Varian Baru Covid-19 E484K Mengancam Keampuhan Vaksin
Varian baru Covid-19 yang bernama E484K atau Eek telah ditemukan di Indonesia. Pakar dan praktisi mulai mengkhawatirkan varian baru tersebut akan menurunkan efikasi vaksin yang telah ada.
Kepala Lembaga Biologi Molekuler Eijkman Amin Soebandrio memperkirakan, varian tersebut bisa berdampak pada penurunan efikasi atau kemanjuran vaksin Covid-19. Sebab, varian tersebut diduga merupakan mutan sehingga virus bisa menghindari antibodi yang ada dalam tubuh.
Selain itu hasil laboratorium baru menunjukkan virus varian Eek bisa menular lebih cepat ke orang lain. "Dia bisa berikatan dengan reseptor ACE2, afinitas lebih tinggi tapi belum ada angkanya bisa menular berapa persen lebih cepat," kata Amin saat dihubungi Katadata.co.id, Jumat (9/4).
Saat ini Eijkman terus berupaya mendeteksi virus varian Eek tersebut, baik pada orang yang belum terinfeksi maupun reinfeksi. Mereka juga akan menguji bila ditemukan orang yang terinfeksi Covid-19 meskipun telah divaksinasi.
Selain itu lembaga tersebut menargetkan peningkatan uji whole genome sequencing sebanyak 5 ribu sequence pada akhir 2021. Adapun, saat ini Eijkman telah melakukan 990 sequence.
"Kementerian Riset dan Teknologi serta Kementerian Kesehatan juga bekerja sama untuk meningkatkan kapasitas whole genome sequencing nasional," ujar Amien.
Tak hanya Amien, epidemiolog dari Griffith University Dicky Budiman juga mengkhawatirkan, virus varian tersebut akan menurunkan efikasi vaksin. Apalagi riset telah dilakukan pada vaksin Covid-19 Johnson & Johnson, Novavax, dan AstraZeneca.
Ketiga vaksin tersebut mengalami penurunan efikasi saat diuji di Afrika Selatan, lokasi pertama ditemukannya E484K. Uji coba juga telah dilakukan pada vaksin Sinovac serta menunjukkan penurunan efikasi sebanyak 2,5-3,3 kali.
"Virus yang membawa mutasi ini bisa luput dari sistem imunitas manusia dan menurunkan efikasi vaksin," kata Dicky saat dihubungi Katadata.co.id, Jumat (9/4).
Selain itu, varian ini disebut mutasi lepas lantaran tidak bisa terdeteksi oleh antibodi manusia. Oleh karena itu, reinfeksi pada penyintas diperkirakan bisa terjadi karena antibodi tidak bisa mendeteksi mutasi tersebut.
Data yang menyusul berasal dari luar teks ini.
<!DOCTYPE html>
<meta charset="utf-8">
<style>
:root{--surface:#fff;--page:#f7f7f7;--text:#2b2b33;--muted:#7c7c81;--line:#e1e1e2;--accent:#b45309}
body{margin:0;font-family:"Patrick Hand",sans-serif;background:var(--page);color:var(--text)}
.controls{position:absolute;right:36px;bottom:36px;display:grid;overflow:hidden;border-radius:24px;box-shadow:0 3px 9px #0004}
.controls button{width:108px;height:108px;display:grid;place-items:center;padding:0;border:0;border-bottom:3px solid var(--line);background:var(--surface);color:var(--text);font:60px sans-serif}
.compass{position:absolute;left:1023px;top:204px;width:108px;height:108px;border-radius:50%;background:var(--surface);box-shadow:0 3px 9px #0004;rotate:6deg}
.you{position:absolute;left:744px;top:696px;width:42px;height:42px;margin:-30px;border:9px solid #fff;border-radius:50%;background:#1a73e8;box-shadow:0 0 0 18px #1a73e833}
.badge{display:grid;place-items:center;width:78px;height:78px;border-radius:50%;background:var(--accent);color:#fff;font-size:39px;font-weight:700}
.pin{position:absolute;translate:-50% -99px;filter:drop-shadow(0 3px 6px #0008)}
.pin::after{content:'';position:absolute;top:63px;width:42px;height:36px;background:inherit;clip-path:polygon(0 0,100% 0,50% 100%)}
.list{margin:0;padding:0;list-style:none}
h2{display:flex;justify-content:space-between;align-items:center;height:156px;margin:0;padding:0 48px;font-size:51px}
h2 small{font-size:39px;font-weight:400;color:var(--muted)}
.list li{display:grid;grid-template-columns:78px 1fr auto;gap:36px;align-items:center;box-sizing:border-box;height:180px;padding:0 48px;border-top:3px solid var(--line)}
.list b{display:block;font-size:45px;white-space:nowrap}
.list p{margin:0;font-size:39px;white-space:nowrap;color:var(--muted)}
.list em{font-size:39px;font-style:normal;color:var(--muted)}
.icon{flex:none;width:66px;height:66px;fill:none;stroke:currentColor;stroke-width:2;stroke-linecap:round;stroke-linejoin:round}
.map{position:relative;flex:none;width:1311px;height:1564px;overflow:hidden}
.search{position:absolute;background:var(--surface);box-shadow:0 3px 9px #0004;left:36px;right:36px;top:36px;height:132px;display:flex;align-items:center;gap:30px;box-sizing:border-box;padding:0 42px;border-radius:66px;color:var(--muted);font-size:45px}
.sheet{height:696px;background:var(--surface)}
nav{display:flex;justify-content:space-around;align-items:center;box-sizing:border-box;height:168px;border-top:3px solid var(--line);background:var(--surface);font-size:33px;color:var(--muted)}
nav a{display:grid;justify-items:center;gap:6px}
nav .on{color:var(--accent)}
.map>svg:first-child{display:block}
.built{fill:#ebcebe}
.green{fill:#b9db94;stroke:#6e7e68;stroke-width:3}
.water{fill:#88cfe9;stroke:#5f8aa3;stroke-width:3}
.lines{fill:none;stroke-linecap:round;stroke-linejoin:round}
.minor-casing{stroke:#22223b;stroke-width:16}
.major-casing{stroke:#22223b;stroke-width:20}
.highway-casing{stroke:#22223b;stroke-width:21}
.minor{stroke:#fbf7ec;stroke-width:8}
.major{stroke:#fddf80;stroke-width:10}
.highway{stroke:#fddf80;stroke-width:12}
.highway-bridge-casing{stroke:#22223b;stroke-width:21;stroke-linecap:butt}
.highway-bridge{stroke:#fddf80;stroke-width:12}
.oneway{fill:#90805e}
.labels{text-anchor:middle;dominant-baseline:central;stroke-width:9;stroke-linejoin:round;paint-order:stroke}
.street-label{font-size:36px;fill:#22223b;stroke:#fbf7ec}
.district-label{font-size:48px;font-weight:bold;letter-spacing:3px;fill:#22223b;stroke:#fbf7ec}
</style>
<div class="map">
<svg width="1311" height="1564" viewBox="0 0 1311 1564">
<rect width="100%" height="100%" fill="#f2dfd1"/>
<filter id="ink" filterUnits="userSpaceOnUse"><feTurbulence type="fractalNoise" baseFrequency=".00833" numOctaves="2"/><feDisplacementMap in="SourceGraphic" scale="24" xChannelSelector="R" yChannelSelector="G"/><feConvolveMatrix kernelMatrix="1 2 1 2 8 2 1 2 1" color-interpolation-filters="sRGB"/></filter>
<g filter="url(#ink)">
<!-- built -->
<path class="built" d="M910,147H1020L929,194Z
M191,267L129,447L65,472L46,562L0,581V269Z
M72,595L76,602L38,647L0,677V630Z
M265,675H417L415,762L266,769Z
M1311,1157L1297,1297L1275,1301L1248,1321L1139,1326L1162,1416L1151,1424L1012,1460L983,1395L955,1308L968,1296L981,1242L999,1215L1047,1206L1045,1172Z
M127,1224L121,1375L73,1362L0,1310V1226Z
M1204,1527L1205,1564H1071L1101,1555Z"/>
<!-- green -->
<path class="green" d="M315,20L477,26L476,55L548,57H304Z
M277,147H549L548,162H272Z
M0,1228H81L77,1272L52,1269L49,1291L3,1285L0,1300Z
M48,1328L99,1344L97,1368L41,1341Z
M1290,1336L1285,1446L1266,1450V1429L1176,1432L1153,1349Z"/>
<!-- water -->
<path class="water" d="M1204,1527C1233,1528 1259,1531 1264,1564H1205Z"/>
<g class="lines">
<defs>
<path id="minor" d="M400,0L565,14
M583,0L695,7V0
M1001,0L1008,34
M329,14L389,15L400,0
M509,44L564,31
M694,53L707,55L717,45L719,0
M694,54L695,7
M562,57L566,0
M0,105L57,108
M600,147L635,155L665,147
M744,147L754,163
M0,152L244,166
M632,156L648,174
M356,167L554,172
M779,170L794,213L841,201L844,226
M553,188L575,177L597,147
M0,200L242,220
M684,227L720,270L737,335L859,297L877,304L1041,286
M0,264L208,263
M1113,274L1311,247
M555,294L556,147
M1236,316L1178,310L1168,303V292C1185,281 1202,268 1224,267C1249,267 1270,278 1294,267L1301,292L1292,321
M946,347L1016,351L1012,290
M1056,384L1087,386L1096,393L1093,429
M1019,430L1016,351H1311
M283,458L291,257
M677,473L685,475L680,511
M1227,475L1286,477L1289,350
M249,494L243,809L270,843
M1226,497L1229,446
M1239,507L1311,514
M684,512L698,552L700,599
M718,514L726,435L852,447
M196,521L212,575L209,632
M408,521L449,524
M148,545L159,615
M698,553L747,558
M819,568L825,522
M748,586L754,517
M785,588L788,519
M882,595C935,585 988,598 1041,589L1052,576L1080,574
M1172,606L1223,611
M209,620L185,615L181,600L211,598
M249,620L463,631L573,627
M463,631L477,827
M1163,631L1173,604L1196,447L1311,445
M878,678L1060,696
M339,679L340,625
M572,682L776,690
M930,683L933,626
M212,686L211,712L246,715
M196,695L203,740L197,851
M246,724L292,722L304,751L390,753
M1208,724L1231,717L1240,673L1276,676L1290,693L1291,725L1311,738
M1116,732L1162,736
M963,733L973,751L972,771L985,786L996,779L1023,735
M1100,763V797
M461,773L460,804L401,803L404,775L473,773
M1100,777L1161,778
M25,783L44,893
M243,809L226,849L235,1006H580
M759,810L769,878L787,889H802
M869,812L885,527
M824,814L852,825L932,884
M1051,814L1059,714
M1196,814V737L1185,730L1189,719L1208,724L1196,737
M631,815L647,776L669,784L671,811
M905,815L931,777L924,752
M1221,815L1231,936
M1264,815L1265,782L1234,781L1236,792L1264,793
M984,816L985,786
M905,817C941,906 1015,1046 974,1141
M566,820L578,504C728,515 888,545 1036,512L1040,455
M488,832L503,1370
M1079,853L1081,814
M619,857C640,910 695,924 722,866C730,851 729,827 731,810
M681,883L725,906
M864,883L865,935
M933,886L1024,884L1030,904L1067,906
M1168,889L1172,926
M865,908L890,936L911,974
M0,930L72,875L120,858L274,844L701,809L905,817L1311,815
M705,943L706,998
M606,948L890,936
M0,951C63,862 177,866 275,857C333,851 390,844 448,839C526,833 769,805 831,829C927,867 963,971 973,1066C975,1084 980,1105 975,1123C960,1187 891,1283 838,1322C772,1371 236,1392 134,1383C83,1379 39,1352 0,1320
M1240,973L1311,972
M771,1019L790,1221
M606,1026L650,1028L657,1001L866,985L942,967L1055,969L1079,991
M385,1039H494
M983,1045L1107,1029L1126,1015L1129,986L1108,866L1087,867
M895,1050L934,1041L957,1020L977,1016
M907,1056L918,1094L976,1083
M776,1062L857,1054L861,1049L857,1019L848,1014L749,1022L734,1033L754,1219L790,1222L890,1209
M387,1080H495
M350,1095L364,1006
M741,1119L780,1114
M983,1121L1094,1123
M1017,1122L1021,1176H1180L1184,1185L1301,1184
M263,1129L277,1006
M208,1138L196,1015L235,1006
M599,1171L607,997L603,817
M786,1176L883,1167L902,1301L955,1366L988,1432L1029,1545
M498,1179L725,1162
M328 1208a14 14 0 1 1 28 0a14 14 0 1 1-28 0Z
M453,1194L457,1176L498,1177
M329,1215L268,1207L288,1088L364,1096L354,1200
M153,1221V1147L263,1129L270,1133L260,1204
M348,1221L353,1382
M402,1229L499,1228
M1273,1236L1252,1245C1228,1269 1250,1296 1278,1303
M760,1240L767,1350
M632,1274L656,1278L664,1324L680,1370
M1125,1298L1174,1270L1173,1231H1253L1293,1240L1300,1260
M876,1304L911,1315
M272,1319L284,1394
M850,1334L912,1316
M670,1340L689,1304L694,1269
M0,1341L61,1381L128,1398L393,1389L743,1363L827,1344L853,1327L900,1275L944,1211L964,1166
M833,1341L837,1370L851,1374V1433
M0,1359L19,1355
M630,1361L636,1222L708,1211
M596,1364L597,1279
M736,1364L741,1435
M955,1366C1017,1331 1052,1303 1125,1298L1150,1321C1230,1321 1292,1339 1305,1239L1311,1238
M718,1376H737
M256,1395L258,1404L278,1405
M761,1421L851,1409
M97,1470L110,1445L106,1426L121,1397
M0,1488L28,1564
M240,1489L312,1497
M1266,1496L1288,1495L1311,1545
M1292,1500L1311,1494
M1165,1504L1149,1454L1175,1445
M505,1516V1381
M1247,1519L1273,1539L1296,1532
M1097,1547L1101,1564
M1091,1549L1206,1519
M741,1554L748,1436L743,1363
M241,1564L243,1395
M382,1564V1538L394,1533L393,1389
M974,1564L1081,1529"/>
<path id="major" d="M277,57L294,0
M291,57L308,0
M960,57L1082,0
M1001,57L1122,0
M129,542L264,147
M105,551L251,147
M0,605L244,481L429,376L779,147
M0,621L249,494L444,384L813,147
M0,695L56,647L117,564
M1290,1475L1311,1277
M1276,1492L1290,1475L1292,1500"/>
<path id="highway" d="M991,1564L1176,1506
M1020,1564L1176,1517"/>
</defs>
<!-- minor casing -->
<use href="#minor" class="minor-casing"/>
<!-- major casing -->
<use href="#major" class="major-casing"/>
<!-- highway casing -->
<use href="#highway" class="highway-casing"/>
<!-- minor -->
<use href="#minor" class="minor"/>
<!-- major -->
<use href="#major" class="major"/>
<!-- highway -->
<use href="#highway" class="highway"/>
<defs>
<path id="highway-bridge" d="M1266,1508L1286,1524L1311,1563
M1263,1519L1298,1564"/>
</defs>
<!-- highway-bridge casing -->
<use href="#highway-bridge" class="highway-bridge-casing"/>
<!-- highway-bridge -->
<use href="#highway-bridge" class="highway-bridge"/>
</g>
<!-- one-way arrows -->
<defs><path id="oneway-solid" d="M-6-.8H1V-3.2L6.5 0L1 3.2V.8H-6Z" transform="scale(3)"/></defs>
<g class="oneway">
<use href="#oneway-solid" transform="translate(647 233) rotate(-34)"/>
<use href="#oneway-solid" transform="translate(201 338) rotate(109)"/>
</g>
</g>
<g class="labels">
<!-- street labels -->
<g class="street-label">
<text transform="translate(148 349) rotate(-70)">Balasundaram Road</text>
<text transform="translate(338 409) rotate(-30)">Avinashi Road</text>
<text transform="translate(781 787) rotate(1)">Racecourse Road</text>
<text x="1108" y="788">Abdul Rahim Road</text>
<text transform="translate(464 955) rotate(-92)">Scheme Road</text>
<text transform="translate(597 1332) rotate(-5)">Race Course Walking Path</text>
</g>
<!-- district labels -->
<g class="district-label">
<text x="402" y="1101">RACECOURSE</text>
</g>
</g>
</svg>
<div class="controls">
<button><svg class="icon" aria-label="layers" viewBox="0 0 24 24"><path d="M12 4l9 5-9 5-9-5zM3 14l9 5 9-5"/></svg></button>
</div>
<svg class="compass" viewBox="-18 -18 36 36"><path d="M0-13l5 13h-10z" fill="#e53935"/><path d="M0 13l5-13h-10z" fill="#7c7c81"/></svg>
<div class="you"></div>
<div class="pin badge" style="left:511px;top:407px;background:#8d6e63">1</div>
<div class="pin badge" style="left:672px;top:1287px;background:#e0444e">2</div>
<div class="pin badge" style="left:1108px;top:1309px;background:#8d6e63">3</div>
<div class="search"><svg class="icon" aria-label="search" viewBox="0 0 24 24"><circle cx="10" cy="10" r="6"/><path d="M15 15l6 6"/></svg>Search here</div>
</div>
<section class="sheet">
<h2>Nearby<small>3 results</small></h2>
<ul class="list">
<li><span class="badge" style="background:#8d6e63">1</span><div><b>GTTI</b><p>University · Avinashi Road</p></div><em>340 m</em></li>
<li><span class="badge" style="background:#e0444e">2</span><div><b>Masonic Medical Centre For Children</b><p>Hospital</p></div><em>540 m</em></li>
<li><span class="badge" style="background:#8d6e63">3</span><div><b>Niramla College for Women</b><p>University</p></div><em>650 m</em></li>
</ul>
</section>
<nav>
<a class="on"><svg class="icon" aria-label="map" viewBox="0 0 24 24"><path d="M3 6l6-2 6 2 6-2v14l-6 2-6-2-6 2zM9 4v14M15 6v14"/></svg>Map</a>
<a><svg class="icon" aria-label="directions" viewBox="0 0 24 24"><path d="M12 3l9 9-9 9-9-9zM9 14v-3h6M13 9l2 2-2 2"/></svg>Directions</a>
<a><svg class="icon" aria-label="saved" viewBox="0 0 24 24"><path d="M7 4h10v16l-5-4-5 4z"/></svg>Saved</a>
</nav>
Mutasi tersebut juga diperkirakan menurunkan efektivitas terapi antiodi monoklonal dan plasma konvalesen. "Ini bisa menurunkan efektivitas, walau tidak 100 persen tapi ini sinyal yang serius," ujar dia.
Dicky juga memperkirakan mutasi varian Eek telah menyebar di komunitas. Ini berbeda apabila mutasi yang ditemukan berada di pintu masuk bandara. "Kalau ditemukan di komunitas, artinya sudah menyebar. Bisa jadi 2-4 minggu sebelumnya sudah ada biangnya," katanya.
Untuk itu, ia menyarankan agar masyarakat menerapkan protokol kesehatan dengan skala yang lebih ketat. Misalnya, penggunaan masker dua lapis, menjaga jarak 2 meter, dan membatasi keramaian.
Sementara, pemerintah harus meningkatkan penelusuran, pengetesan, dan perawatan. Upaya ini harus dilakukan secara konsisten guna mencegah pandemi yang terus berkepanjangan.